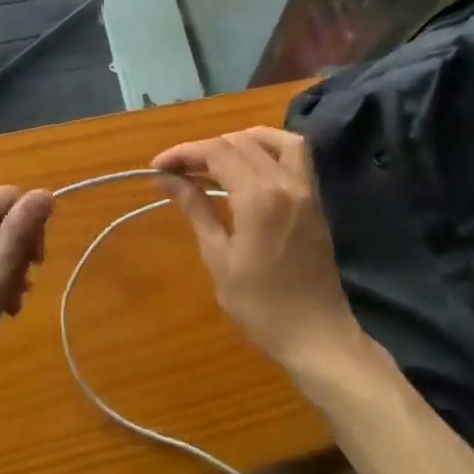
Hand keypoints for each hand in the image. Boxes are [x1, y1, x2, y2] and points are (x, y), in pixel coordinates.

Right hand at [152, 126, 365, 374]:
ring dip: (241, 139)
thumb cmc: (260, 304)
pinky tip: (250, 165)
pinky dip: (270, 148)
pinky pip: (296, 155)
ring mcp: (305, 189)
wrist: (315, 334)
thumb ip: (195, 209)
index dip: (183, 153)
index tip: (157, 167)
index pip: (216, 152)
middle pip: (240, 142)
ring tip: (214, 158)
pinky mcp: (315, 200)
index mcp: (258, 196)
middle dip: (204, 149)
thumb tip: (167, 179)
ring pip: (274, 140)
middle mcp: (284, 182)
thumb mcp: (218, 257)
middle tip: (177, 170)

::::

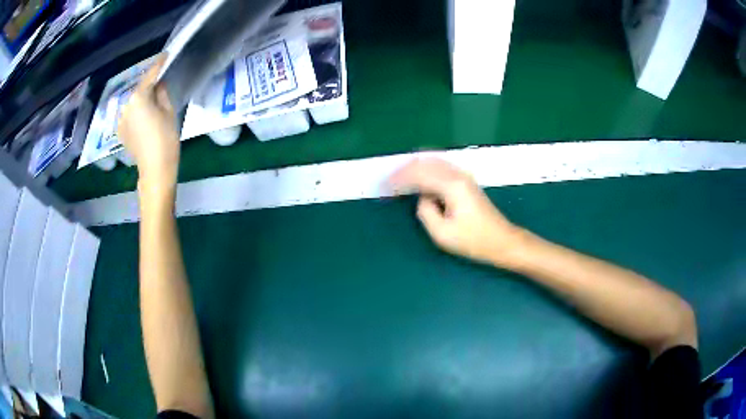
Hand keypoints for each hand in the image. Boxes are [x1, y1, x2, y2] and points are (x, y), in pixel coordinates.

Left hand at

::::

Directions:
When a line in the records holds the string "middle", copy that line.

Solution to the exercise:
middle pip: (240, 142)
middle dip: (204, 149)
middle mcp: (284, 182)
middle tip: (177, 170)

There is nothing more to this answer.